§ Work order: Below are the records; output them exactly from the first line through the line with "gsave x y translate w h scale", stopping there.
....
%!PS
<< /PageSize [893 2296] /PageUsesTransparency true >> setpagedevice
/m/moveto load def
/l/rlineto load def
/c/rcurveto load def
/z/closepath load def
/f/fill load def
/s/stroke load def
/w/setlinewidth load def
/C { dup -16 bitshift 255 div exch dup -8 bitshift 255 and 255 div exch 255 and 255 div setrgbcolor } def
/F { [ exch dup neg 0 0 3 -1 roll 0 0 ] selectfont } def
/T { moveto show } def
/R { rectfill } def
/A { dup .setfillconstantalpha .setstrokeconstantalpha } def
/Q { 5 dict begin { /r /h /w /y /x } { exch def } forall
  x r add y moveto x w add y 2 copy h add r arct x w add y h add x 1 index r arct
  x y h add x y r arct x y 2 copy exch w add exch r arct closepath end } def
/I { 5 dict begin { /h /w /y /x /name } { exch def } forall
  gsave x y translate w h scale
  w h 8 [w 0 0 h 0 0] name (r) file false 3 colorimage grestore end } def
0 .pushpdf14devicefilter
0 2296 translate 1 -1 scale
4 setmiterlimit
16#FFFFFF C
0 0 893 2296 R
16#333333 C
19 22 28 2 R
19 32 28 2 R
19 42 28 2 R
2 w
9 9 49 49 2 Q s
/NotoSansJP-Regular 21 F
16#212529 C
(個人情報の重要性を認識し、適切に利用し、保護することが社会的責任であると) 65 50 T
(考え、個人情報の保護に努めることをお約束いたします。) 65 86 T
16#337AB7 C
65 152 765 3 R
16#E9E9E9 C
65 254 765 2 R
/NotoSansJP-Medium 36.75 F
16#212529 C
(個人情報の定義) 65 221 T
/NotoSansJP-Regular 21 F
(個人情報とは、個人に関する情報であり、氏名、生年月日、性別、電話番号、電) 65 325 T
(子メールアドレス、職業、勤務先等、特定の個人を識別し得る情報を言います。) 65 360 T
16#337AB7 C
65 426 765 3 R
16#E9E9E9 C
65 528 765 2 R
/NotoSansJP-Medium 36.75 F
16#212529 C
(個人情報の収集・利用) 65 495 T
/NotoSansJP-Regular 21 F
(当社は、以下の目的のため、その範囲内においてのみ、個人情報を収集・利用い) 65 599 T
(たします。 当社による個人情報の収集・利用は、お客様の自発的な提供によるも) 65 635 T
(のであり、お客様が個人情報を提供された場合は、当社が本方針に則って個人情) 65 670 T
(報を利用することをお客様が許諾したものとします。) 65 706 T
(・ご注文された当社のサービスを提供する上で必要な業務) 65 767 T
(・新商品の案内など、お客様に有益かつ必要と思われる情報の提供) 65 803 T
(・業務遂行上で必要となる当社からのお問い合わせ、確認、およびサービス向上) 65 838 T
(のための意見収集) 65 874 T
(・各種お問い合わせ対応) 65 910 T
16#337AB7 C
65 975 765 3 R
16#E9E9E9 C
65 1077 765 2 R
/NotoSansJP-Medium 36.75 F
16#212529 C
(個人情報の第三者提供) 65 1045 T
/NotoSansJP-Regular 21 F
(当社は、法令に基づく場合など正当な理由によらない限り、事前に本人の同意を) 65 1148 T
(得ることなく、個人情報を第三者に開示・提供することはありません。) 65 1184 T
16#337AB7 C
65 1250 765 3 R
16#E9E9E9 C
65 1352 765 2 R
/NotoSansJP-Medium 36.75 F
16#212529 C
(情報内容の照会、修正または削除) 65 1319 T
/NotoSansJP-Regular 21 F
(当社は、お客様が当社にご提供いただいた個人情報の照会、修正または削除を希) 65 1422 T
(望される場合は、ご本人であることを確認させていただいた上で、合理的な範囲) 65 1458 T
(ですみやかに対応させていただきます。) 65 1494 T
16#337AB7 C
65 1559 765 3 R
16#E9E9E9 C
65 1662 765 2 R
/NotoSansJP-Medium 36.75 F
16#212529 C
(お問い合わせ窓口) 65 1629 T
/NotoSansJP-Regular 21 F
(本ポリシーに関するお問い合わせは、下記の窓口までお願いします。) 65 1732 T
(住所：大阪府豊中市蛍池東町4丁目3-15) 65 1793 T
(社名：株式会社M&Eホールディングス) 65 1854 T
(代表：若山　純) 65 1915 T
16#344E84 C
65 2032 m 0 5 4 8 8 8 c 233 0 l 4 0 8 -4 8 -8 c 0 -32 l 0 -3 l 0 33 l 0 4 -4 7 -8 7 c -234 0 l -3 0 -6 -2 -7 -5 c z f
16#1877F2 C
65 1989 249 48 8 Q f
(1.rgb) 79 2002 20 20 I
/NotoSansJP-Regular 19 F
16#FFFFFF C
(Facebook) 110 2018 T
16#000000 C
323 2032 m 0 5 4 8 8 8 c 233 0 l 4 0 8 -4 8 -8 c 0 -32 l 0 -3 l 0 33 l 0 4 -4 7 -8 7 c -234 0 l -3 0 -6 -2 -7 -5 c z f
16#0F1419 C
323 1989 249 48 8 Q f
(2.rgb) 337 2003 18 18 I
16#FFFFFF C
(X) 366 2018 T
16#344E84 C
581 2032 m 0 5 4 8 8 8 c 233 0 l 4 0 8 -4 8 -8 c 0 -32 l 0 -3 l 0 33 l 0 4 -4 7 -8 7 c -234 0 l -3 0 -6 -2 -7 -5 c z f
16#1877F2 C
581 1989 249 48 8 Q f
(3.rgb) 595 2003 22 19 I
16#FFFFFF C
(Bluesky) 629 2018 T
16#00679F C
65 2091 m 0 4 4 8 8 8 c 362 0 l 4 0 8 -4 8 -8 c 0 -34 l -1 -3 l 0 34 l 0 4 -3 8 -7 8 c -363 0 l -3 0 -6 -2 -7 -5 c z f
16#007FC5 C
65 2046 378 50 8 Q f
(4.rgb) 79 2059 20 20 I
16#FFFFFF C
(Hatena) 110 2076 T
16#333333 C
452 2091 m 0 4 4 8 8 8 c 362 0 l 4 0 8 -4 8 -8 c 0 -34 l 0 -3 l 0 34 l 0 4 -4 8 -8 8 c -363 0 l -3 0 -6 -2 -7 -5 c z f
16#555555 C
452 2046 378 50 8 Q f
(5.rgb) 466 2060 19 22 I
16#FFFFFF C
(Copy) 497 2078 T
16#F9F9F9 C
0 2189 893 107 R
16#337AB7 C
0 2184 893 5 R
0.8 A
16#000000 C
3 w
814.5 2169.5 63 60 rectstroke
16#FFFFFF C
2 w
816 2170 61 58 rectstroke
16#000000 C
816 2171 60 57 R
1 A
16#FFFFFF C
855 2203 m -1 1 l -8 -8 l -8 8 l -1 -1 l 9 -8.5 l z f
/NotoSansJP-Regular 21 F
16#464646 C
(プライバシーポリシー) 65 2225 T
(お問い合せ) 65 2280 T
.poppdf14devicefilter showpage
....
§ Task response:
%!PS
<< /PageSize [893 2296] /PageUsesTransparency true >> setpagedevice
/m/moveto load def
/l/rlineto load def
/c/rcurveto load def
/z/closepath load def
/f/fill load def
/s/stroke load def
/w/setlinewidth load def
/C { dup -16 bitshift 255 div exch dup -8 bitshift 255 and 255 div exch 255 and 255 div setrgbcolor } def
/F { [ exch dup neg 0 0 3 -1 roll 0 0 ] selectfont } def
/T { moveto show } def
/R { rectfill } def
/A { dup .setfillconstantalpha .setstrokeconstantalpha } def
/Q { 5 dict begin { /r /h /w /y /x } { exch def } forall
  x r add y moveto x w add y 2 copy h add r arct x w add y h add x 1 index r arct
  x y h add x y r arct x y 2 copy exch w add exch r arct closepath end } def
/I { 5 dict begin { /h /w /y /x /name } { exch def } forall
  gsave x y translate w h scale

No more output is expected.